> [HOW TO COMPLETE THIS TASK] Among the entries that follow, locate the line with "pinky mcp: (886, 906)" and the line with "middle tip: (55, 301)". Output those lines and all lines in between, exactly, minus the pictures.

** Opening INPUT MATERIAL block **

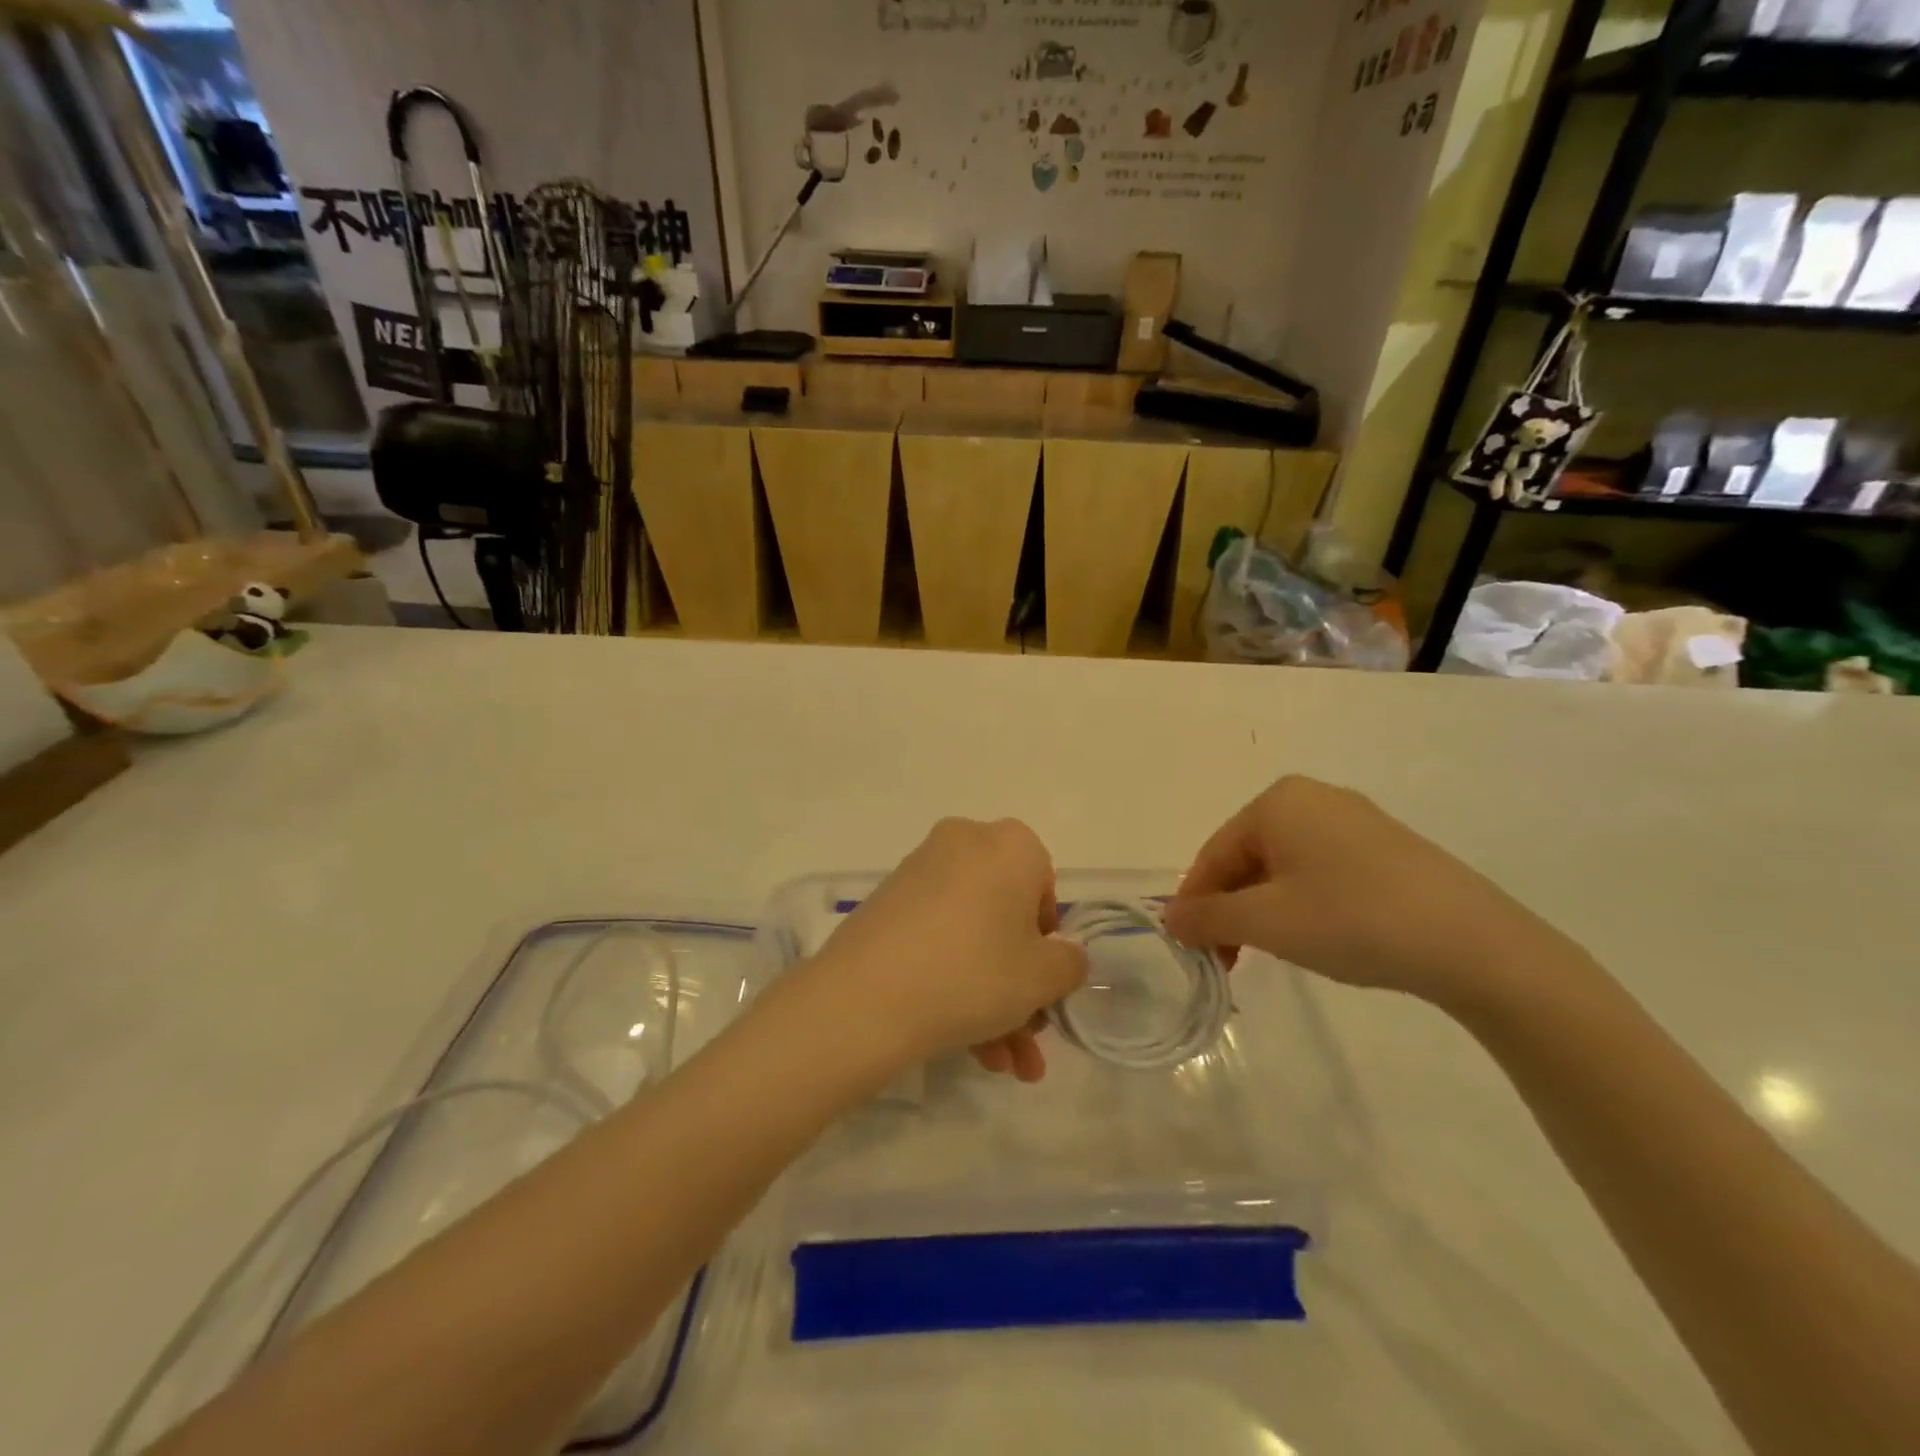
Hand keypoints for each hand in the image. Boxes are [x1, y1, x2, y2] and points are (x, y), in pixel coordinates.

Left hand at [811, 818, 1089, 1081]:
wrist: (866, 998)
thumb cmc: (975, 972)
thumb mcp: (1043, 977)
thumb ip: (1069, 963)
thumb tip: (1062, 956)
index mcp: (1009, 844)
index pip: (1045, 886)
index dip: (1049, 940)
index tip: (1043, 982)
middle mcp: (963, 845)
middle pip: (1005, 918)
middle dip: (1021, 986)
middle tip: (1026, 1038)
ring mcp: (919, 874)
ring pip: (972, 937)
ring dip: (992, 1002)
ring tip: (999, 1065)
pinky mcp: (886, 906)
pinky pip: (937, 939)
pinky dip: (954, 984)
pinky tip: (966, 1048)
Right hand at [1163, 777, 1566, 1007]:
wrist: (1475, 944)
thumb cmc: (1353, 920)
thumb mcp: (1267, 923)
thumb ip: (1207, 917)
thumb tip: (1169, 918)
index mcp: (1278, 801)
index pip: (1214, 854)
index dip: (1195, 903)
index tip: (1190, 949)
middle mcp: (1312, 797)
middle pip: (1247, 857)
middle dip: (1232, 908)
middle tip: (1228, 959)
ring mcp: (1355, 820)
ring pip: (1284, 865)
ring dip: (1264, 909)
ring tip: (1270, 952)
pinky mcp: (1387, 847)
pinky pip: (1322, 869)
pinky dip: (1303, 903)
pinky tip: (1317, 936)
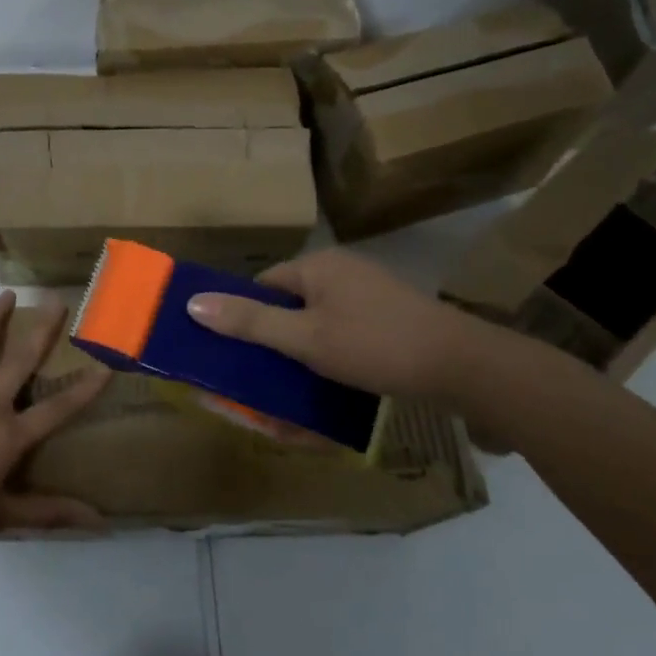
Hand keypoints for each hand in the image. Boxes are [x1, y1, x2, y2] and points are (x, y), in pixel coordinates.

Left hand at [0, 291, 111, 555]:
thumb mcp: (1, 516)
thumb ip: (49, 513)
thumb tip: (99, 522)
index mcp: (8, 436)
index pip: (57, 409)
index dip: (84, 388)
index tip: (107, 364)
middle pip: (19, 361)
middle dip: (41, 330)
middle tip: (55, 301)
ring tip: (5, 294)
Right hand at [184, 248, 488, 399]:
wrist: (463, 366)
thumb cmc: (375, 344)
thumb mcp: (305, 338)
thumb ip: (250, 322)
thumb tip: (193, 303)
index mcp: (318, 266)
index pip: (264, 284)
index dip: (245, 316)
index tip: (235, 352)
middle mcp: (342, 272)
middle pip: (290, 304)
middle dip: (274, 340)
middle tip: (262, 378)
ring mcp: (370, 294)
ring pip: (318, 323)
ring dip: (302, 353)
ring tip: (293, 389)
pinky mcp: (390, 318)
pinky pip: (346, 334)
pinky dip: (332, 356)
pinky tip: (333, 384)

** Closing INPUT MATERIAL block **

> [RESPONSE TO THE TASK]
pinky mcp: (886, 906)
pinky pip: (937, 939)
pinky dip: (954, 984)
pinky tip: (966, 1048)
Right hand at [1163, 777, 1566, 1007]:
wrist: (1475, 944)
thumb cmc: (1353, 920)
thumb mcp: (1267, 923)
thumb ip: (1207, 917)
thumb tip: (1169, 918)
index mcp: (1278, 801)
index pip: (1214, 854)
index dip: (1195, 903)
index tip: (1190, 949)
middle mcp: (1312, 797)
middle pip: (1247, 857)
middle dip: (1232, 908)
middle tip: (1228, 959)
ring mcp: (1355, 820)
ring pip: (1284, 865)
ring dip: (1264, 909)
ring tip: (1270, 952)
pinky mcp: (1387, 847)
pinky pip: (1322, 869)
pinky dip: (1303, 903)
pinky tip: (1317, 936)
Hand keypoints for each hand in the image. Boxes are [x1, y1, x2, y2] and points are (x, y), in pixel coordinates.

Left hand at [0, 291, 111, 555]:
thumb mcp: (1, 516)
thumb ip: (49, 513)
thumb tip: (99, 522)
index mcp: (8, 436)
index pip: (57, 409)
index dip: (84, 388)
index tip: (107, 364)
middle pip: (19, 361)
middle dip: (41, 330)
middle tip: (55, 301)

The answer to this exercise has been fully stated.